Collected data entries
--

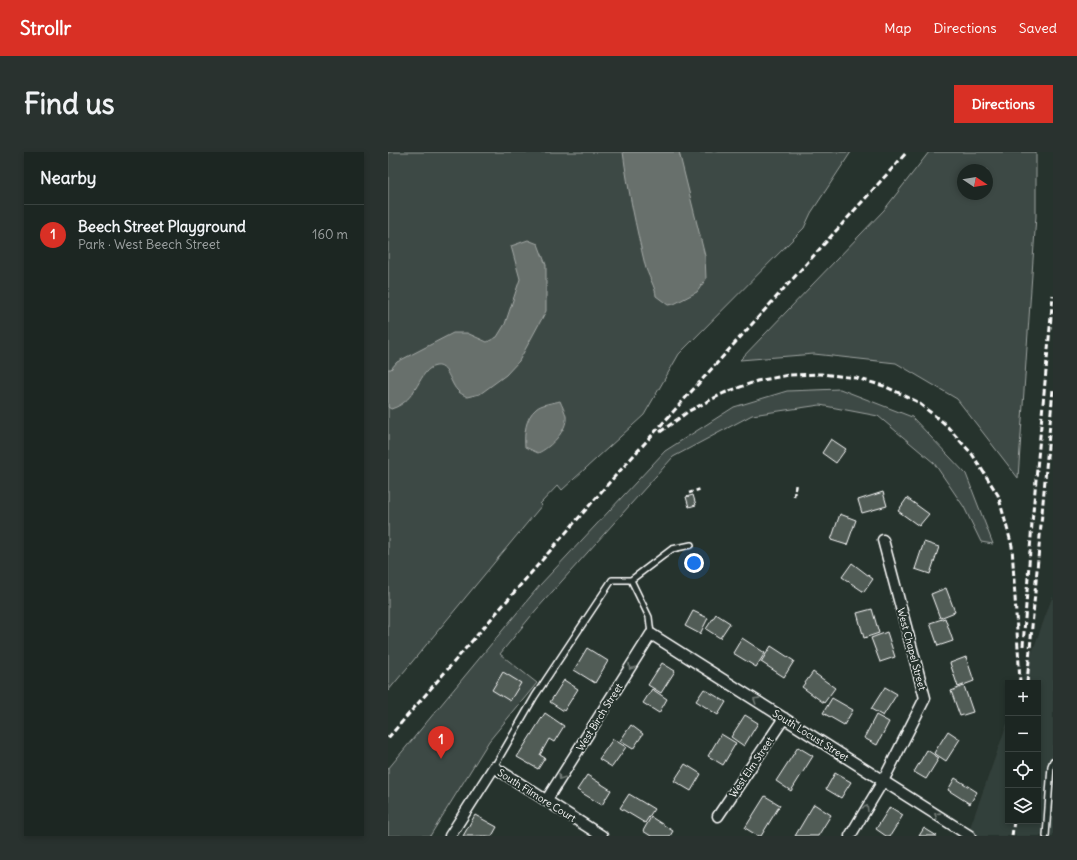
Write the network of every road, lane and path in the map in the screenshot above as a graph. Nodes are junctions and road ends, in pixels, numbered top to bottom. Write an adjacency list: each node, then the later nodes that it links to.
1 (796, 483): 4 (path)
2 (700, 490): 3 (path)
3 (689, 493)
4 (794, 496)
5 (883, 540): 12 (street, West Chapel Street)
6 (691, 545): 7 (lane)
7 (631, 580): 8 (lane); 11 (lane)
8 (652, 634): 9 (street, South Locust Street, one-way to 8); 13 (street, West Birch Street, one-way to 13)
9 (784, 718): 12 (street, South Locust Street); 14 (street, West Elm Street)
10 (1053, 761): 20 (lane)
11 (494, 767): 13 (street, South Filmore Court); 16 (street)
12 (883, 781): 18 (street, West Chapel Street, one-way to 12); 19 (street, South Locust Street, one-way to 12)
13 (546, 801): 15 (street, South Filmore Court)
14 (718, 816)
15 (586, 832): 17 (street, South Filmore Court)
16 (450, 836)
17 (602, 836)
18 (850, 836)
19 (970, 836)
20 (1046, 836)

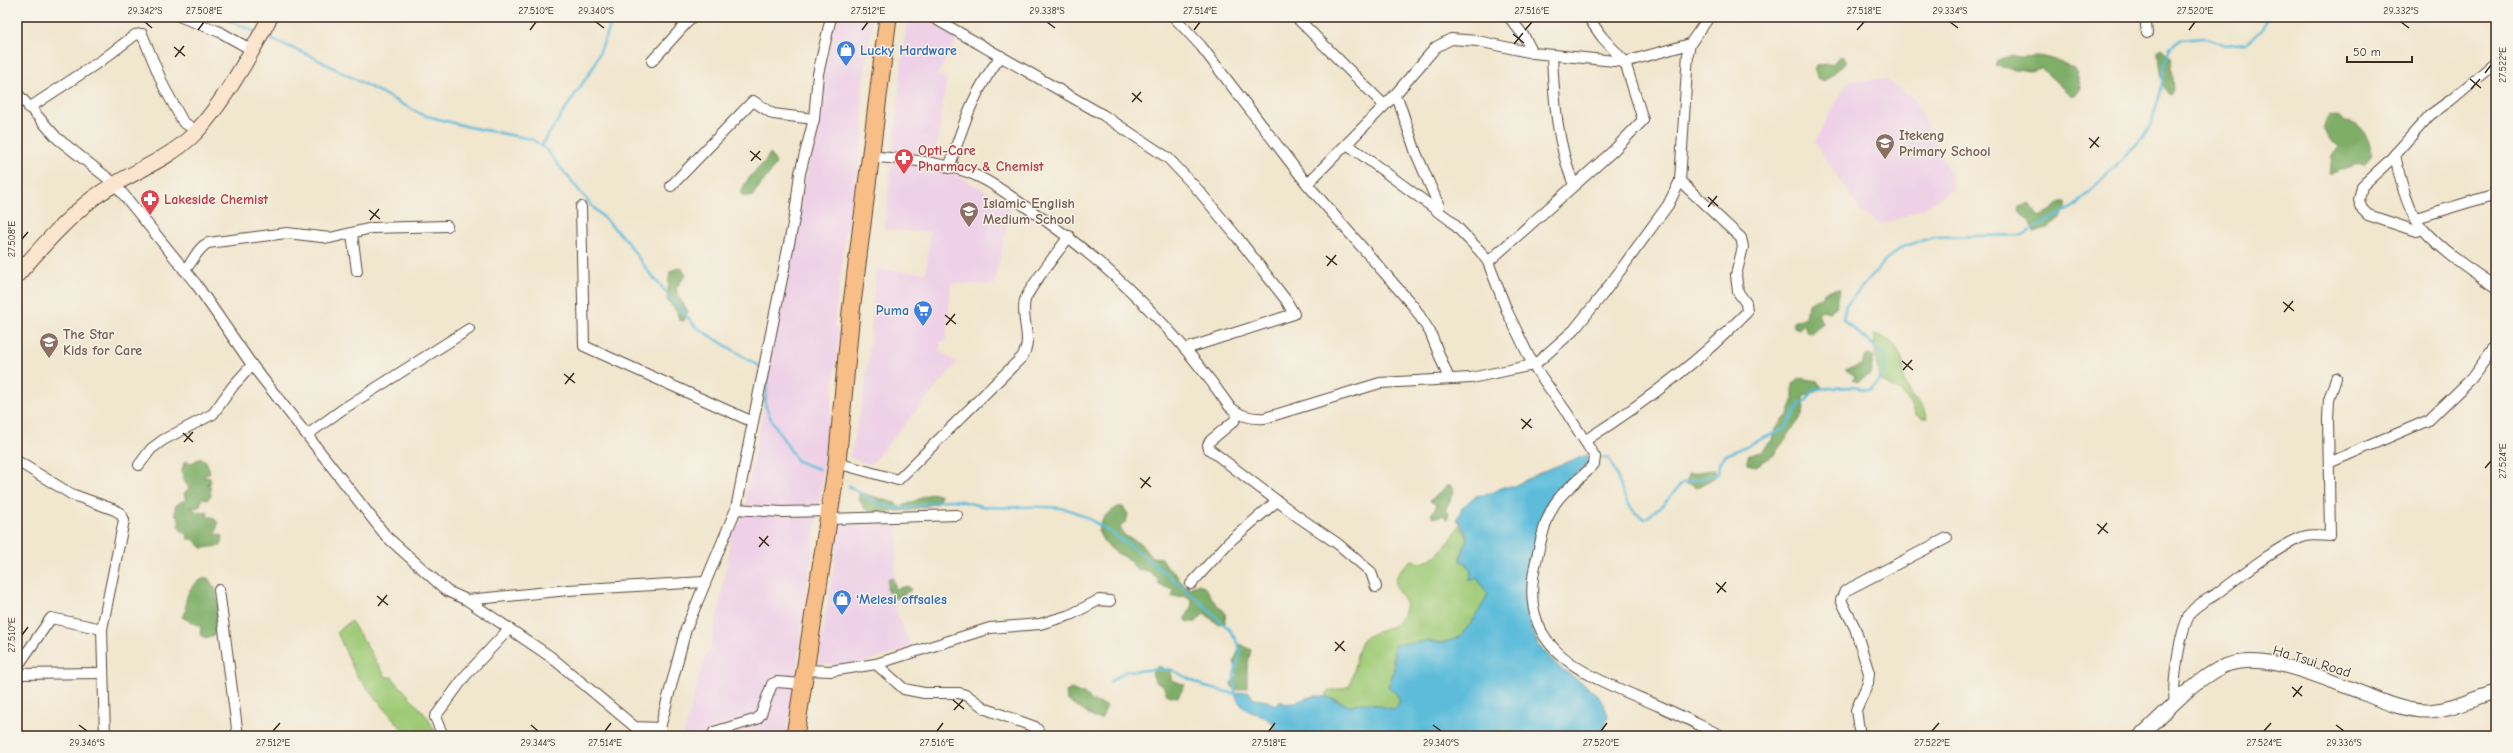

--

__Your instructions__.
Set the data above down again exactly as given, with no pictures.

__Output below__.
Write the network of every road, lane and path in the map in the screenshot above as a graph. Nodes are junctions and road ends, in pixels, numbered top to bottom. Write an adjacency list: each node, then the later nodes that it links to.
1 (796, 483): 4 (path)
2 (700, 490): 3 (path)
3 (689, 493)
4 (794, 496)
5 (883, 540): 12 (street, West Chapel Street)
6 (691, 545): 7 (lane)
7 (631, 580): 8 (lane); 11 (lane)
8 (652, 634): 9 (street, South Locust Street, one-way to 8); 13 (street, West Birch Street, one-way to 13)
9 (784, 718): 12 (street, South Locust Street); 14 (street, West Elm Street)
10 (1053, 761): 20 (lane)
11 (494, 767): 13 (street, South Filmore Court); 16 (street)
12 (883, 781): 18 (street, West Chapel Street, one-way to 12); 19 (street, South Locust Street, one-way to 12)
13 (546, 801): 15 (street, South Filmore Court)
14 (718, 816)
15 (586, 832): 17 (street, South Filmore Court)
16 (450, 836)
17 (602, 836)
18 (850, 836)
19 (970, 836)
20 (1046, 836)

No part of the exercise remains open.